Valorisation Agroalimentaire & Retail : La Marque, du Champ à l’Assiette

Circiuit du champ à l'assiette et valorisation des actifs immatériels dans l'agroalimentaire et le retail

Dans le secteur de l’Agroalimentaire et de la Distribution, la valeur ne réside pas seulement dans la qualité du produit ou la surface de vente, mais dans la confiance que le consommateur accorde à l’enseigne. L’analyse de nos missions sur la période 2017-2025 place ce secteur en cinquième position de nos interventions, avec une accélération notable ces deux dernières années.

Qu’il s’agisse de grandes coopératives restructurant leurs actifs ou de marques de terroir à forte identité, l’évaluation financière doit capturer la fidélité client et la puissance du réseau. Voici les tendances et méthodologies observées.

1. La Restructuration de Portefeuilles de Marques

Une tendance lourde observée récemment est la réorganisation des actifs immatériels au sein des grands groupes agricoles. L’objectif est souvent de rationaliser le portefeuille en cédant des marques à des entités dédiées au sein du groupe.

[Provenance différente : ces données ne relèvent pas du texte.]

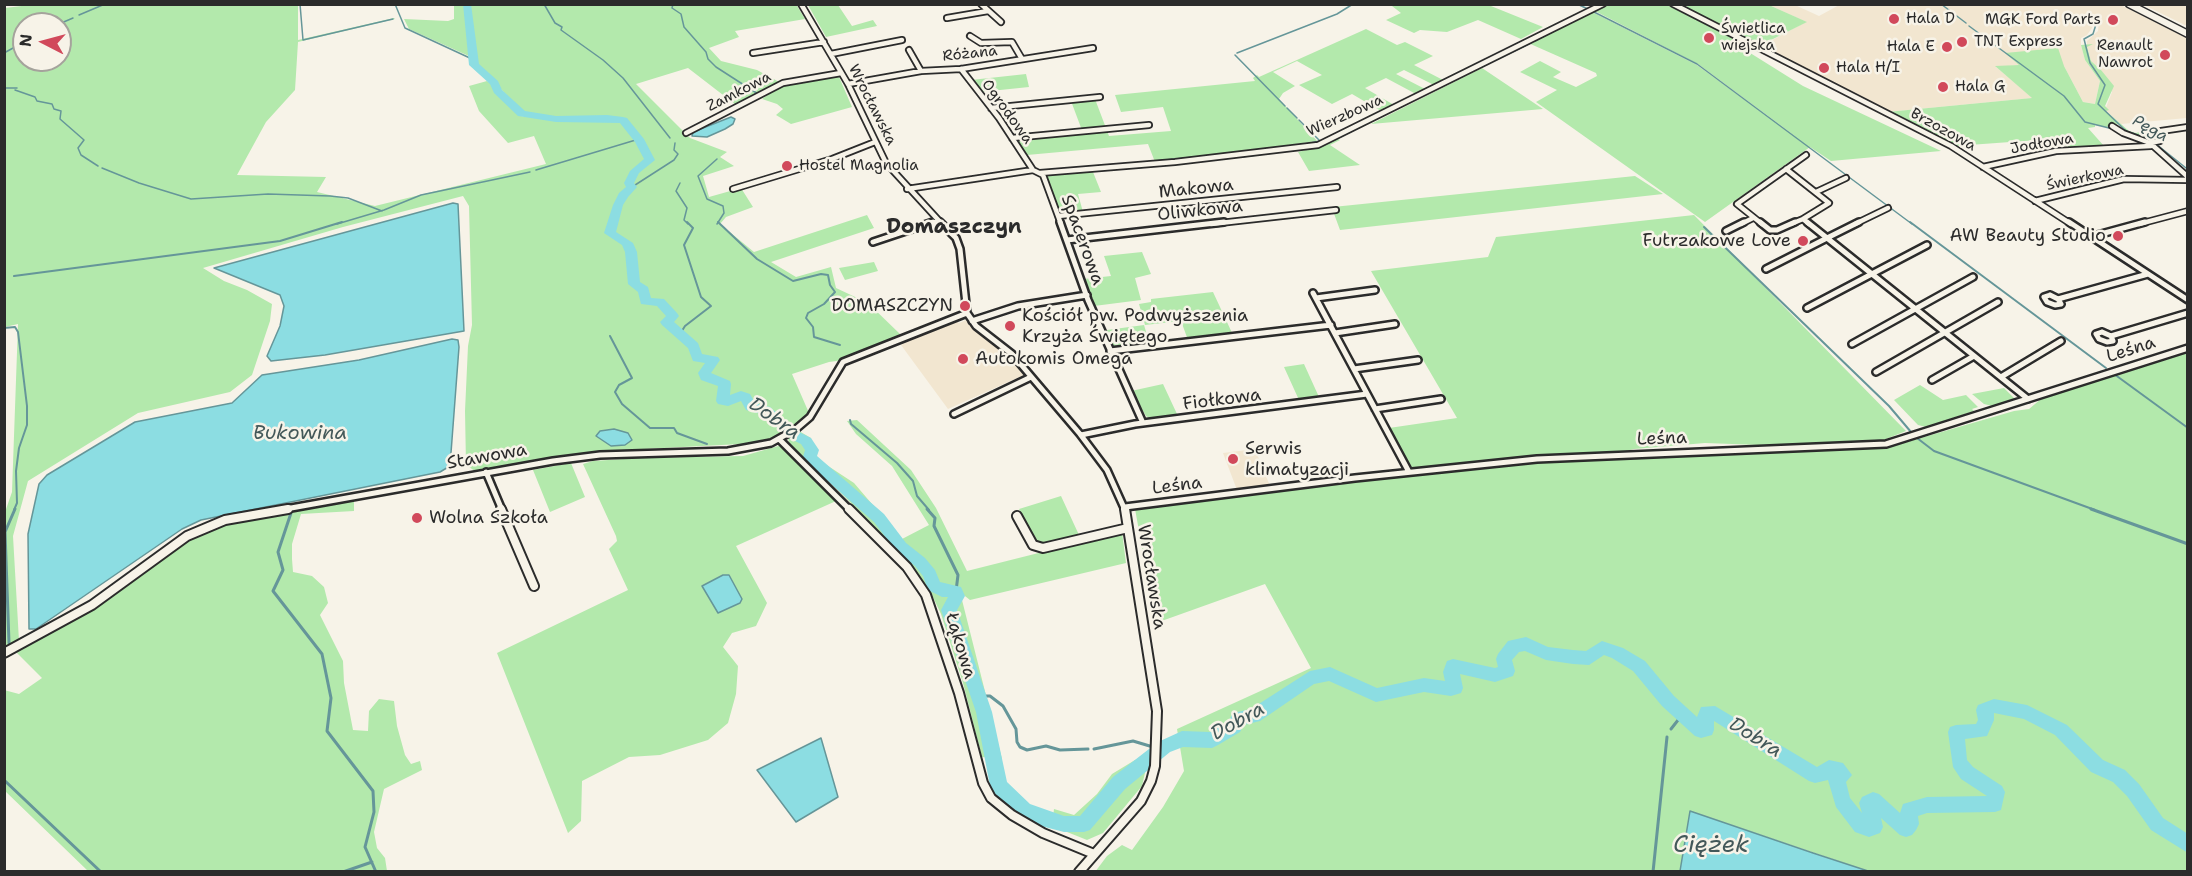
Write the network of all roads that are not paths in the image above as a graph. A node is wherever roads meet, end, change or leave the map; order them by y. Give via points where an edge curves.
1 (981, 4) edge
2 (1603, 4) edge
3 (1673, 4) edge
4 (2129, 4) edge
5 (2138, 4) edge
6 (802, 5) edge
7 (988, 11) junction
8 (947, 18) dead end
9 (1000, 22) dead end
10 (2187, 32) edge
11 (970, 36) dead end
12 (902, 40) dead end
13 (824, 42) junction
14 (1093, 48) dead end
15 (909, 50) dead end
16 (753, 53) dead end
17 (831, 54) junction
18 (1022, 59) junction
19 (961, 69) junction
20 (921, 71) junction
21 (841, 73) junction
22 (848, 84) junction
23 (1100, 98) dead end
24 (991, 108) junction
25 (1149, 125) dead end
26 (2187, 127) edge
27 (2116, 129) dead end
28 (686, 133) dead end
29 (1012, 138) junction
30 (875, 142) junction
31 (2152, 143) junction
32 (1806, 155) dead end
33 (1983, 167) junction
34 (1786, 169) junction
35 (1033, 170) junction
36 (1040, 172) junction
37 (1846, 178) dead end
38 (2187, 178) edge
39 (1337, 187) dead end
40 (732, 189) dead end
41 (907, 189) junction
42 (1816, 192) junction
43 (2035, 201) junction
44 (1888, 208) dead end
45 (1336, 210) dead end
46 (2184, 211) edge
47 (1058, 216) junction
48 (1753, 218) junction
49 (1803, 219) junction
50 (938, 221) junction
51 (1726, 231) dead end
52 (2090, 237) junction
53 (1827, 238) junction
54 (1067, 240) junction
55 (873, 242) dead end
56 (1927, 245) dead end
57 (1766, 269) dead end
58 (1871, 274) junction
59 (2148, 274) junction
60 (1973, 277) dead end
61 (1375, 290) dead end
62 (1087, 295) junction
63 (2058, 299) dead end
64 (2187, 300) edge
65 (1998, 302) dead end
66 (1807, 308) dead end
67 (1915, 310) junction
68 (967, 313) junction
69 (2187, 313) edge
70 (972, 321) junction
71 (1395, 324) dead end
72 (1331, 325) junction
73 (1335, 333) junction
74 (1944, 333) junction
75 (2111, 336) dead end
76 (2061, 340) dead end
77 (1852, 344) dead end
78 (2187, 348) edge
79 (1110, 351) junction
80 (1974, 356) junction
81 (1419, 360) dead end
82 (1354, 369) junction
83 (1876, 372) dead end
84 (1031, 377) junction
85 (2001, 377) junction
86 (1932, 380) dead end
87 (1367, 394) junction
88 (1441, 399) dead end
89 (2028, 399) junction
90 (1376, 409) junction
91 (954, 414) dead end
92 (1143, 423) junction
93 (1081, 435) junction
94 (780, 440) junction
95 (486, 472) junction
96 (1409, 472) junction
97 (1125, 507) junction
98 (1017, 516) dead end
99 (1128, 528) junction
100 (534, 586) dead end
101 (4, 653) edge
102 (1094, 854) junction
103 (1079, 872) edge

1 - 7 street
2 - 36 street, Wierzbowa via 1318,144 1175,162
3 - 33 street, Brzozowa via 1951,146
4 - 10 main road
5 - 10 main road
6 - 13 street, Wrocławska
7 - 8 street
7 - 9 street
11 - 18 street, Różana via 981,43 1012,42
12 - 17 street, Wrocławska
13 - 16 street
13 - 17 street, Wrocławska
14 - 18 street, Różana
15 - 20 street, Różana
17 - 21 street, Wrocławska
18 - 19 street, Różana
19 - 20 street, Różana
19 - 24 street, Ogrodowa
20 - 22 street, Różana
21 - 22 street, Wrocławska
21 - 28 street, Zamkowa via 783,83
22 - 30 street, Wrocławska
23 - 24 street
24 - 29 street, Ogrodowa
25 - 29 street
26 - 31 street via 2162,131 2160,141
27 - 31 street
29 - 35 street, Ogrodowa
30 - 40 street
30 - 41 street, Wrocławska
31 - 33 street, Jodłowa via 2056,151
31 - 38 street
32 - 34 street
33 - 43 street, Brzozowa
34 - 42 street
34 - 48 street via 1737,204
35 - 36 street
35 - 41 street
36 - 47 street, Spacerowa
37 - 42 street
38 - 43 street, Świerkowa via 2124,179
39 - 47 street, Makowa
41 - 50 street, Wrocławska
42 - 49 street via 1829,204
43 - 52 street, Brzozowa
44 - 53 street
45 - 54 street, Oliwkowa
46 - 52 street
47 - 54 street, Spacerowa
48 - 49 street via 1774,231
48 - 51 street
49 - 53 street
50 - 55 street
50 - 68 street, Wrocławska via 956,238 960,249
52 - 59 street, Brzozowa
53 - 57 street
53 - 58 street
54 - 62 street, Spacerowa
56 - 58 street
58 - 66 street
58 - 67 street
59 - 63 street
59 - 64 street, Brzozowa
60 - 67 street
61 - 72 street via 1315,296
62 - 70 street via 1018,306
62 - 79 street, Spacerowa
65 - 74 street
67 - 74 street
67 - 77 street
68 - 70 street, Wrocławska
68 - 94 street, Stawowa via 843,362 810,417
69 - 75 street
70 - 84 street, Wrocławska via 1012,354
71 - 73 street
72 - 73 street
72 - 79 street
73 - 82 street
74 - 80 street
74 - 83 street
76 - 85 street
78 - 89 street, Leśna
79 - 92 street, Spacerowa
80 - 85 street
80 - 86 street
81 - 82 street
82 - 87 street
84 - 91 street
84 - 93 street, Wrocławska
85 - 89 street
87 - 90 street
87 - 92 street, Fiołkowa
88 - 90 street
89 - 96 street, Leśna via 1886,444 1552,458
90 - 96 street
92 - 93 street, Fiołkowa
93 - 97 street, Wrocławska via 1107,470
94 - 95 street, Stawowa via 728,451 600,455
94 - 102 street, Łąkowa via 907,567 927,595 991,798 1043,833
95 - 100 street
95 - 101 street, Stawowa via 218,522 177,542 92,605
96 - 97 street, Leśna
97 - 99 street, Wrocławska
98 - 99 street via 1037,548
99 - 102 street, Wrocławska via 1155,692 1158,738 1151,781 1141,801
102 - 103 street, Wrocławska

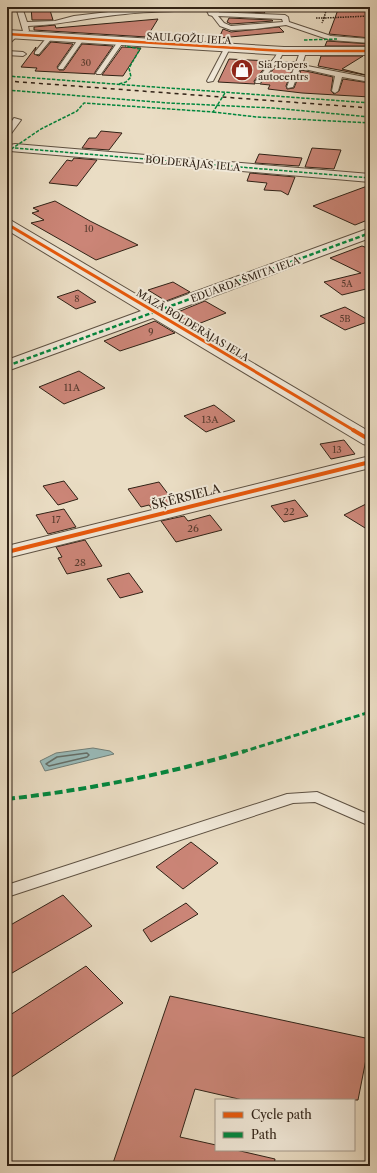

  • L’approche par les Redevances (Relief from Royalty) : C’est la méthode reine pour ce secteur. Pour une grande coopérative agricole, nous avons valorisé plusieurs portefeuilles de marques distincts (jardinerie grand public, distribution professionnelle, produits surgelés) afin de préparer leur cession interne.
  • La segmentation précise : L’enjeu est de définir des taux de redevance adaptés à chaque segment. Nos analyses ont permis de valider des valeurs de marques oscillant entre quelques centaines de milliers d’euros pour des marques de niche et plus de 5 millions d’euros pour des enseignes de distribution grand public leaders sur leur marché régional.

2. La Prime au « Bio » et au « Terroir »

La valorisation des produits alimentaires dépend de plus en plus de leur positionnement éthique ou haut de gamme. La marque devient un label de qualité qui justifie une valorisation élevée.

  • Le cas des produits porteurs de label(s) de qualité : Nous sommes intervenus pour valoriser une marque de fruits biologiques disposant d’une forte protection internationale. L’utilisation combinée des coûts historiques et des flux futurs a permis de justifier une valeur de près de 3 millions d’euros, reflétant l’investissement marketing et la prime de prix acceptée par le consommateur.
  • L’exceptionnel et le luxe alimentaire : Pour des domaines viticoles de prestige, la méthode des flux futurs actualisés (DCF) est privilégiée pour capter la rente de situation. Pour une marque de vin ultra-premium, la valorisation a dépassé les 6 millions d’euros, démontrant que dans l’agroalimentaire de luxe, la marque pèse autant que le foncier.

3. Valoriser la Branche d’Activité et le Réseau

Dans la distribution (Retail), la marque est indissociable du réseau de vente. Nos missions consistent souvent à isoler la valeur d’une « branche complète » (fonds de commerce + marque + savoir-faire).

  • L’approche globale : Pour un acteur de la pisciculture et de l’alimentation animale, la valorisation de la marque (estimée à plus de 15 M€) a dû prendre en compte son exploitation sur plusieurs territoires européens (Grèce, Espagne) et sa capacité à générer du chiffre d’affaires sur des segments B2B.
  • La distribution spécialisée : Qu’il s’agisse de réseaux de jardineries ou de magasins de producteurs, la valorisation repose sur la capacité de l’enseigne à fédérer une clientèle captive. L’analyse des comparables boursiers (EV/EBITDA) est ici fréquemment utilisée pour corroborer les approches par les revenus.

4. Les Méthodes : Entre Coûts et Revenus

Contrairement à la Tech où le multiple de chiffre d’affaires est roi, l’agroalimentaire demande une approche plus patrimoniale et prudente.

  • Le Coût de Remplacement : Cette méthode est souvent utilisée comme « valeur plancher » pour des marques secondaires ou régionales (ex: marques de distributeur ou gammes spécifiques). Elle estime le coût qu’il faudrait engager aujourd’hui pour recréer une notoriété équivalente.
  • Le DCF (Flux de trésorerie) : Il reste incontournable pour les actifs matures générant des revenus récurrents et prévisibles, typiques de la consommation alimentaire.

Conclusion

Valoriser un actif dans l’agroalimentaire nécessite de comprendre toute la chaîne de valeur : de la production (brevet végétal, savoir-faire agricole) à l’assiette du consommateur (marque, réseau de distribution). Comme l’illustrent nos missions pour des marques de pâtisserie ou des négociants en vins, l’expert financier doit savoir traduire le goût et le terroir en équations économiques robustes.